Welcome to The Coder Cafe! On April 3, 2026, Salvatore Dipietro, an engineer at AWS, posted a patch to the Linux kernel mailing list. The reason: on a 96-vCPU Graviton4 machine running Linux 7.0, PostgreSQL throughput had dropped to roughly half of what it produced on Linux 6.x. In this post, we will trace what changed in Linux 7.0, how PostgreSQL manages memory, and what role memory pages play in making the problem appear (or disappear). Get cozy, grab a coffee, and let’s begin!

Linux 7.0 delivered roughly half the throughput of Linux 6.x on the same hardware and workload.

Salvatore Dipietro ran pgbench (PostgreSQL’s standard benchmarking tool) on a Graviton4 processor with 96 vCPUs. The workload was a benchmark doing simple updates at scale factor 8,470 (i.e., roughly a 847 million row table), simulating 1,024 clients and 96 threads. A serious, high-parallelism load designed to stress the system.

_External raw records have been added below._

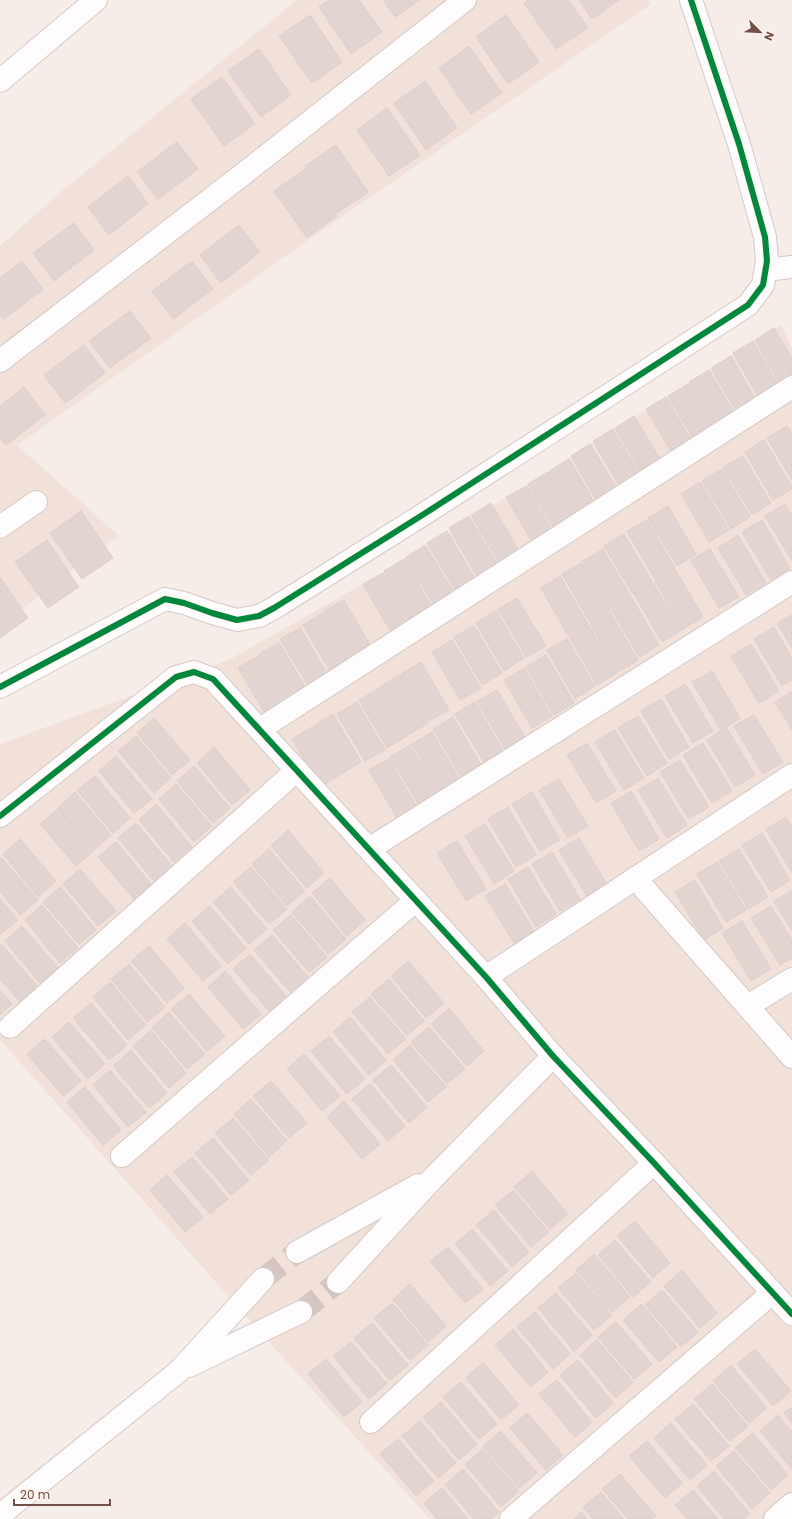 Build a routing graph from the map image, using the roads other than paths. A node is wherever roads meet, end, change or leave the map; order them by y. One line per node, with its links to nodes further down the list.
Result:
1 (96, 0): 4 (street)
2 (465, 0): 7 (street)
3 (691, 0): 6 (street)
4 (0, 81)
5 (792, 267): 6 (street)
6 (766, 270): 12 (street)
7 (0, 361)
8 (792, 387): 13 (street)
9 (36, 502): 10 (street)
10 (0, 527)
11 (792, 582): 17 (street)
12 (0, 687)
13 (260, 729): 14 (street); 16 (street)
14 (297, 770): 17 (street); 23 (street)
15 (792, 775): 18 (street)
16 (3, 812)
17 (369, 849): 19 (street)
18 (635, 878): 20 (street); 22 (street)
19 (416, 900): 20 (street); 26 (street)
20 (486, 976): 24 (street)
21 (792, 979): 22 (street)
22 (748, 1006): 25 (street)
23 (10, 1027)
24 (553, 1056): 27 (street); 28 (street)
25 (792, 1057)
26 (122, 1156)
27 (654, 1163): 32 (street); 36 (street)
28 (435, 1176): 29 (street); 31 (street)
29 (297, 1252)
30 (264, 1279): 35 (street)
31 (338, 1282)
32 (772, 1293): 34 (street); 39 (street)
33 (301, 1312): 35 (street)
34 (792, 1314)
35 (179, 1371): 38 (street)
36 (371, 1422)
37 (792, 1504): 40 (street)
38 (0, 1515)
39 (511, 1519)
40 (775, 1519)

The results were striking. Linux 7.0 delivered roughly half the throughput of Linux 6.x on the same hardware and workload:

  • Linux 6.x: 98,565 transactions per second

  • Linux 7.0: 50,751 transactions per second

To find where the time was going, Dipietro ran perf, a Linux profiling tool that samples what the CPU is actually doing. The result was unambiguous:

|- 56.03% - StartReadBuffer
   |- 55.93% - GetVictimBuffer
      |- 55.93% - StrategyGetBuffer
         |- 55.60% - s_lock         # 55% of CPU

55% of the machine’s CPU time was spent inside a single function: s_lock. The culprit was traced back to a change in how Linux 7.0 schedules processes. Let’s start there.

When multiple threads run on a machine, the OS needs to share the CPU between them. That’s the scheduler’s job. But the scheduler also decides something subtler: when to interrupt a running thread and hand the CPU to another. That decision is called preemption, and the answer varies depending on how the kernel is configured.

Before Linux 7.0, there were three options:

  • PREEMPT_NONE: The kernel almost never interrupts a running thread. A thread runs until it voluntarily gives up the CPU: when it makes a syscall, blocks on I/O, or explicitly sleeps. This was the traditional server default with fewer context switches, higher throughput, and predictable behavior under load.

  • PREEMPT_FULL: The kernel can interrupt a running thread at almost any safe point, even if it is in the middle of doing useful work. This means a thread never has to wait for the current one to finish its slice before getting CPU time, which reduces response time but increases context-switch overhead. Historically, the desktop default, where responsiveness matters more than raw throughput.

  • PREEMPT_LAZY: Introduced in Linux 6.12 as a compromise between the two. The scheduler can interrupt threads, but tries to wait for natural boundaries rather than cutting in aggressively. The intent is to approximate PREEMPT_NONE‘s throughput behavior while still allowing preemption when needed.

In Linux 7.0, PREEMPT_NONE was removed as an option on modern CPU architectures, leaving only PREEMPT_FULL and PREEMPT_LAZY. Indeed, PREEMPT_LAZY was designed to be a drop-in replacement on throughput workloads, and for the vast majority of server software, it is. But PostgreSQL hit a specific case where the difference is catastrophic, and to understand why, we need to look at how PostgreSQL manages memory.

PostgreSQL, like most databases, doesn’t store data as rows in a flat file. Instead, it uses a fixed-size abstraction called a data page (8 KB by default) as its basic unit of storage. Everything on disk (e.g., table rows, B-tree index nodes, metadata) is stored in these pages. A table with millions of rows is ultimately a large sequence of data pages on disk.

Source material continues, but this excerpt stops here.